Dann geschieht etwas. Ich erhasche einen schnellen Blick auf ihr Gesicht, in dem die Lippen mittlerweile von vier stecknadelspitzen Fangzähnchen geteilt werden. Zwischen ihnen schnellt immer wieder ihre flinke Zunge hervor um den roten Strom aufzufangen. Dann bemerke ich, wie sich ihr langes Haar bauscht, wie sich die Spitzen rollen, dünne Strähnen um ihren Kopf wirbeln. Eine unwirkliche Böe macht ihr Haar zu etwas Tanzendem. Sie selbst scheint nichts davon zu bemerken. Die Blutfee zieht langsam das Skalpell aus der Ader. Ehe sie ihre Augen öffnet, verglimmt ein kaum merkliches Strahlen unter ihren halb gesenkten Wimpern. Diesmal ist es ein echtes, nicht eines der eingebildeten, die ich oftmals bei James zu sehen dachte. Ich trete unsicher etwas zurück und betrachte diese beiden Menschen, die ich eigentlich so gut wie gar nicht kenne. Aber um sich zu wundern, habe ich bereits zu viel erlebt. Kurz bereue ich es, James nicht noch mit ein paar Worten bedacht zu haben. Er wimmert leise, als das Skalpell erneut eine geschwollene Ader unter seiner Haut öffnet. So geht es weiter, bis die ersten Sterne sich zögernd am Himmel zeigen. Es ist noch nicht spät, doch der Winter kommt heuer scheinbar etwas eher. Ich denke an die Sterne, an den Mond, den alles versiegelnden, und die Sonne, deren anklagendes Gleißen ich zukünftig wohl nur mehr schwer ertragen können werde. Meine Gewissensbisse überraschen und verstören mich gleichermaßen. Ich schüttle energisch den Kopf, um sie aus meinen Gedanken zu verjagen. Dabei denke ich an meinen Plan. Ich berühre Rachelle leicht an der Schulter, und sie sieht mit blutverschmierten Zähnen zu mir auf. Ich bedeute ihr vage, dass ich nach unten gehe. In die Bibliothek.

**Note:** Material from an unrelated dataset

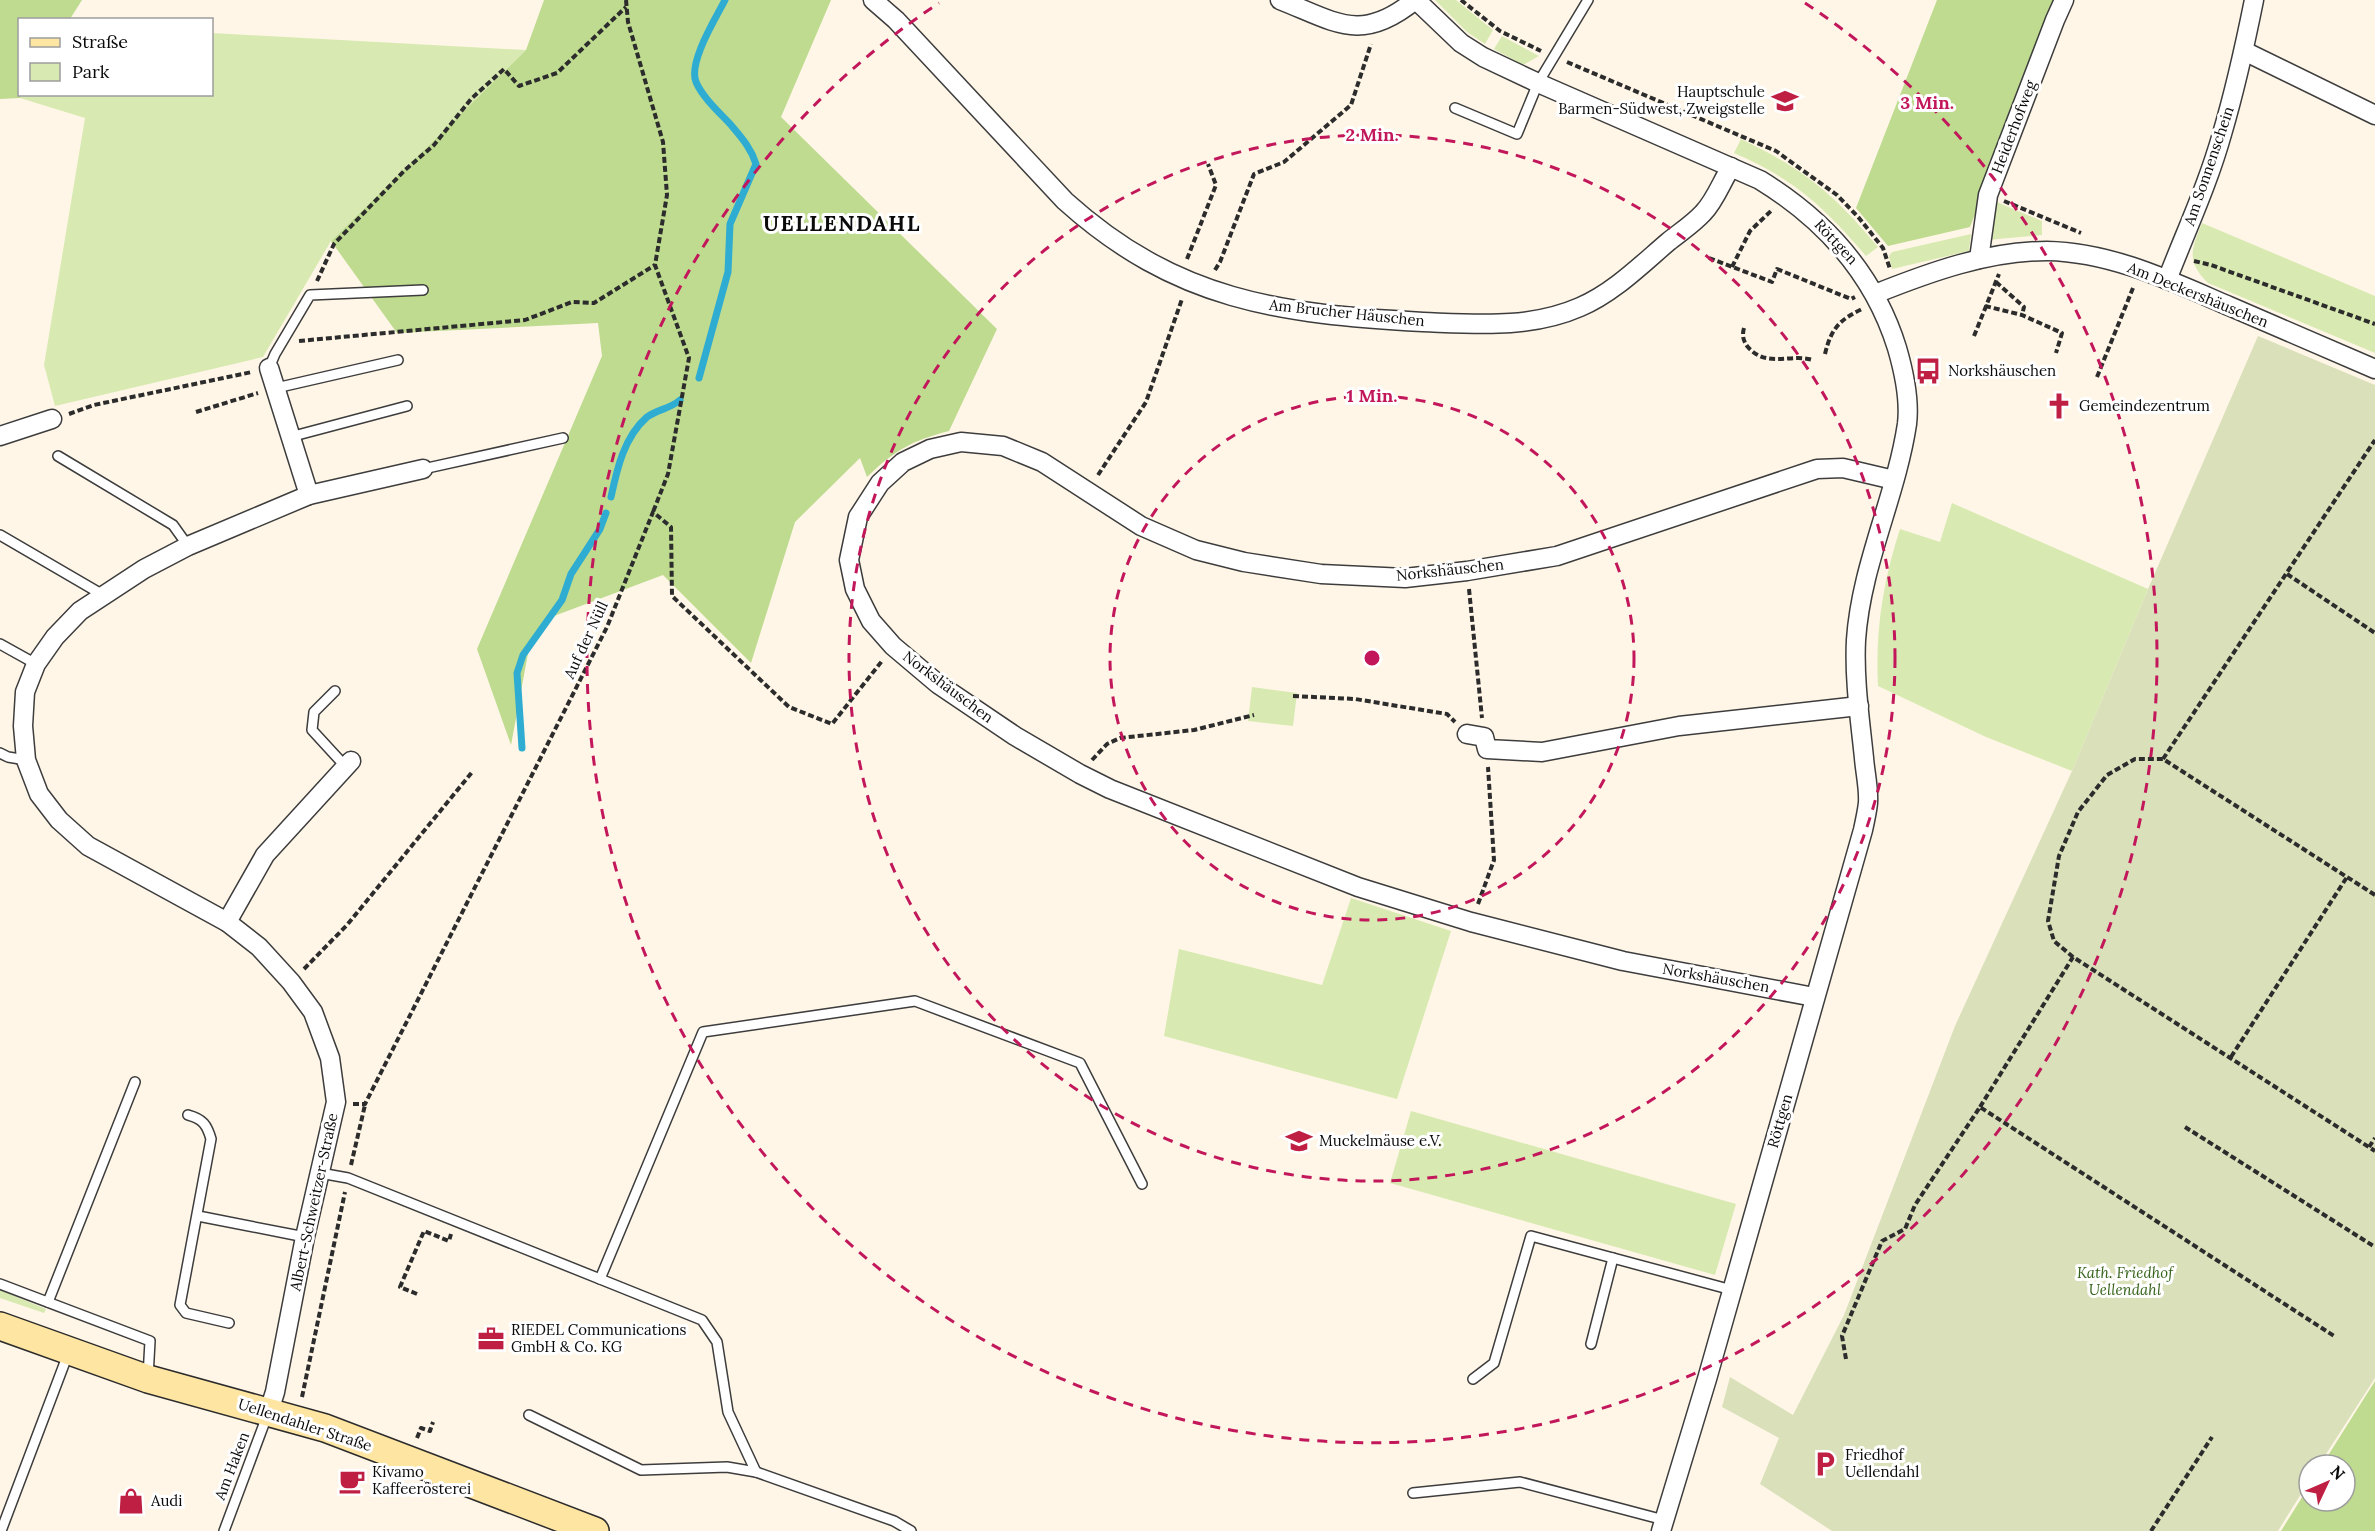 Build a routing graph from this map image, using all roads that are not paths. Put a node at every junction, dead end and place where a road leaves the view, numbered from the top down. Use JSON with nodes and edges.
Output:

»Geh nur, mein Liebster, ich komme hier gut allein zurecht.« Erneut beugt sie sich über den gelegentlich zuckenden Körper um sich eine neue Quelle zu suchen. »Ich rufe dich, wenn der letzte Herzschlag fällig ist.«
Ich nicke.
»Gut. Bis dann.«
Im medizinischen Sinn, so erfahre ich aus einem monströs dicken Wälzer, den ich unter Einsatz der Unversehrtheit meiner Schädeldecke aus den oberen Regalreihen fische, kann man durch Unfälle ein Schädel-Hirn-Trauma erleiden, welches eine Amnesie hervorrufen kann . Können ist mir nicht wird genug. Ich lese weiter und beschließe, dass ich einer selbstherbeigeführten Epilepsie durch Vergiftung oder Stromschlag ebenso abgeneigt bin, wie einer äußerst ungewissen Enzephalitis durch Viren, Pilze oder verwandte entzündungsfördernde Wege zur Hirnhautschädigung. Schließlich liegt mir wenig daran, meiner blutrünstigen Liebsten als sabberndes Häufchen in meinem neuen Leben wieder zu begegnen. Während mein Finger stoisch über die Seiten streicht, denke ich über Rachelle nach. Ich liebe sie, kein Zweifel, nur ist es diesmal weniger obsessiv; nicht wie bei der männerverzehrenden Hexe Rhona. Es ist eine ehrliche Sehnsucht, die ich nach ihr habe, sobald sie nicht in meiner Nähe ist. Tief in mir nagt noch immer die Eifersucht, die ich empfunden habe, als sie mir von sich und James erzählte, als ich den kleinen Goth in ihrer Wohnung entdeckte, und besonders als mir der fahle Polizist die Tür öffnete. Ob sie kurz zuvor mit ihm geschlafen hat, kann ich nur annehmen. Etwas ist jedoch definitiv zwischen ihnen gelaufen. Selbst wenn es nur ein einseitig masochistisches Spiel gewesen ist. Ich schlage mit der Faust hart gegen die Wand. Es kracht laut, jedoch der ausbleibende Schmerz verrät mir, dass es nicht meine Knochen waren. Schade. Ein wenig Schmerz würde meiner überforderten Seele gut tun. Sie wachschreien.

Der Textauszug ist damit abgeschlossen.